- Millennials make up the lion’s share of homebuyers, but there aren’t enough starter homes for them.
- Data from Freddie Mac shows the number of entry-level homes has dwindled over time.
- Part of the problem is that American houses keep getting bigger, and on smaller lots.
- See more stories on Insider’s business page.
If you’re a millennial or a first-time buyer excited to purchase a starter home, you’ll probably have trouble finding one. Not only are starter homes at a 50-year low, but the size of the typical American house getting built is bigger than prior decades, which suggests starter homes aren’t just low because of supply and demand. Not enough are being built.
The US has been underbuilding for years and not keeping up with buyer demand, but less of the small starter home is being built as well.
“Due to supply-side challenges, including higher regulatory costs and limited lot availability, it has been relatively more difficult to build entry-level homes over the last decade,” Robert Dietz, chief economist for the National Association of Home Builders, told Insider in an email. “In fact, due to these factors, new home size increased between 2010 and 2014. For entry-level buyers, these factors have made homebuying more difficult by limiting available inventory.”
According to Freddie Mac data as reported on by the Wall Street Journal, there are fewer entry-level homes – homes of 1,400 square feet or less – than in decades. In fact, they have declined each decade to their current five-decade low. Per Freddie Mac’s analysis of Census data, the average number of entry-level homes built per year has declined from 418,000 in the late 1970s to 55,000 in the 2010s.
This could be bad news for millennials, as Freddie Mac notes in a May 2021 report that the generation is “at their peak first-time homebuying age.”

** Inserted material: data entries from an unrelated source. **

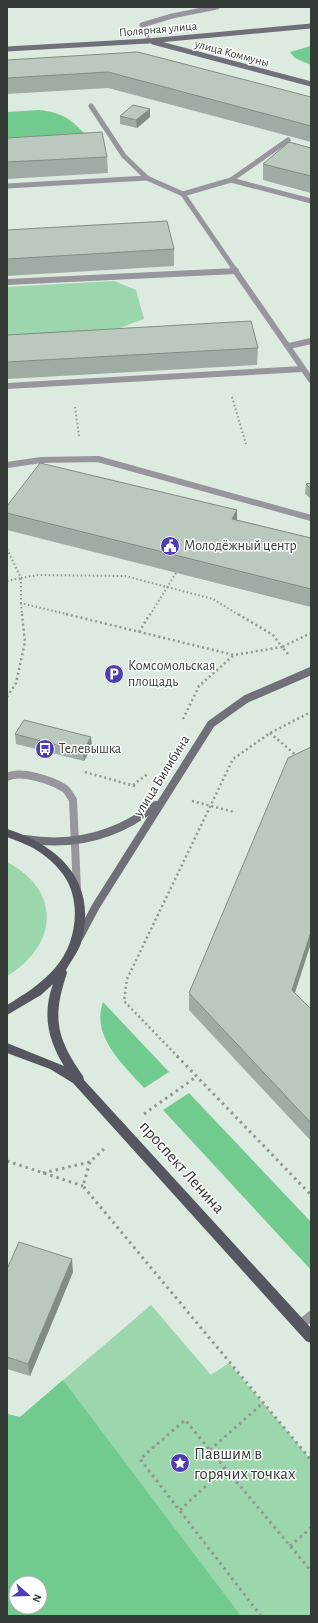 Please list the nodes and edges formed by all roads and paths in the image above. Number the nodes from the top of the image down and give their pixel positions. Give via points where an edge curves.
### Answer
1 (217, 7) edge
2 (311, 26) edge
3 (148, 41) junction
4 (7, 49) edge
5 (311, 84) edge
6 (91, 106) dead end
7 (288, 140) dead end
8 (147, 178) junction
9 (231, 180) junction
10 (7, 186) edge
11 (183, 194) junction
12 (311, 201) edge
13 (236, 271) junction
14 (7, 282) edge
15 (311, 341) edge
16 (289, 346) junction
17 (303, 369) junction
18 (224, 374) junction
19 (311, 380) edge
20 (72, 383) junction
21 (7, 386) edge
22 (246, 444) dead end
23 (82, 459) junction
24 (7, 464) edge
25 (311, 518) edge
26 (7, 549) edge
27 (176, 573) dead end
28 (21, 577) junction
29 (7, 581) edge
30 (168, 587) junction
31 (21, 603) junction
32 (139, 632) junction
33 (311, 672) edge
34 (7, 698) edge
35 (311, 712) edge
36 (270, 733) junction
37 (299, 758) edge
38 (83, 772) dead end
39 (7, 777) edge
40 (166, 794) junction
41 (210, 806) junction
42 (234, 812) dead end
43 (7, 834) edge
44 (20, 838) junction
45 (76, 841) junction
46 (77, 891) junction
47 (77, 941) junction
48 (65, 966) junction
49 (7, 1010) edge
50 (7, 1048) edge
51 (89, 1092) junction
52 (7, 1161) edge
53 (90, 1162) dead end
54 (82, 1186) junction
55 (311, 1195) edge
56 (311, 1316) edge
57 (300, 1324) junction
58 (311, 1337) edge
59 (263, 1403) junction
60 (210, 1450) junction
61 (311, 1460) edge
62 (225, 1468) junction
63 (180, 1510) junction
64 (311, 1528) edge
65 (290, 1546) junction
66 (311, 1571) edge
67 (261, 1616) edge

1 - 3 lane via 142,25
2 - 3 street, Полярная улица
3 - 4 street, Полярная улица
3 - 5 street, улица Коммуны
6 - 8 lane via 124,156
7 - 9 lane
8 - 10 lane
8 - 11 lane
9 - 11 lane
9 - 12 lane
11 - 13 lane
13 - 14 lane
13 - 16 lane
15 - 16 lane
16 - 17 lane
17 - 18 lane
17 - 19 lane
18 - 20 lane
18 - 22 path
20 - 21 lane
20 - 23 path
23 - 24 lane
23 - 25 lane via 98,459
26 - 28 path
27 - 30 path
28 - 29 path
28 - 30 path via 125,576
28 - 31 path
30 - 32 path
30 - 32 path via 213,599 273,635 282,647 234,655
31 - 32 path
31 - 34 path via 25,642 16,683
33 - 40 street, улица Билибина via 251,696 225,710 201,737
35 - 36 path
36 - 37 path
36 - 41 path via 233,759
38 - 40 path
39 - 45 lane via 13,774 38,777 65,788 73,800
40 - 41 path
40 - 45 street via 156,806 128,825 109,833
40 - 47 street, улица Билибина
41 - 42 path
41 - 55 path via 127,979 124,1001
43 - 44 main road
44 - 45 street via 35,841
44 - 46 main road via 52,856 66,871
45 - 46 lane
46 - 47 main road via 81,921
47 - 48 main road
48 - 49 main road via 37,994
48 - 51 main road via 52,1003 51,1020 61,1050
50 - 51 main road, проспект Ленина via 54,1066 77,1080
51 - 57 main road, проспект Ленина
52 - 54 path
53 - 54 path
54 - 59 path
56 - 57 lane
57 - 58 main road, проспект Ленина
59 - 60 path
59 - 61 path
60 - 62 path
60 - 63 path via 185,1420 140,1459
62 - 63 path
62 - 65 path
63 - 67 path
64 - 65 path
65 - 66 path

“We’ve got a record number of entry-level, demand buyers: the millennials coming into the market,” Sam Khater, Freddie Mac’s chief economist, told the Wall Street Journal. “And yet we’ve had a seven- or eight-year decline in entry-level homes, and that’s not going to change.”
Looking across two decades’ worth of data, supply for single-family starter homes has gone down. The following chart shows starter homes built as a percentage of total single-family homes completed.
Insider’s Taylor Borden reported that entry-level homes are great for millenials looking for something affordable, as this generation holds less wealth than their parents did at their age, but there aren’t a lot to go around these days.
At the same time, the floor area of homes being built has climbed from previous decades, although it’s gone down in recent years. The median floor area of a single-family home completed in 2020 was 2,261 square feet, per Census data.
As seen in the above chart, single-family homes have increased in size from previous years but dipped since 2015. Rose Quint, NAHB’s assistant vice president for survey research, previously told Insider this is because homes “reflected the preferences of those buyers that were still in the game.”
Based on Census’ housing characteristic data, 32% of the 912,000 single-family homes built in 2020 were 1,800 to 2,399 square feet, while entry-level homes made up only 7%, or 64,000, of single-family homes completed.
While the square footage of homes has climbed, lots have become smaller. A post by StorageCafé based on housing data from the Census said the typical American house is 4% bigger than 10 years ago, but the typical lot size is about 18% smaller. Lot sizes do vary, though, with Indianapolis having the largest lot size among the 20 largest US cities, per StorageCafé.
“The high demand for new housing in urban hotspots, low availability of land in those areas, growing construction costs, and Americans’ preference toward larger homes all converge, resulting in large new single family homes that make the most of their land plots,” Maria Gatea, STORAGECafé senior editor, told Insider in an email, noting median home sizes in these 20 cities have increased. “This means that first-time homebuyers have to compromise for space and move further away from downtowns.”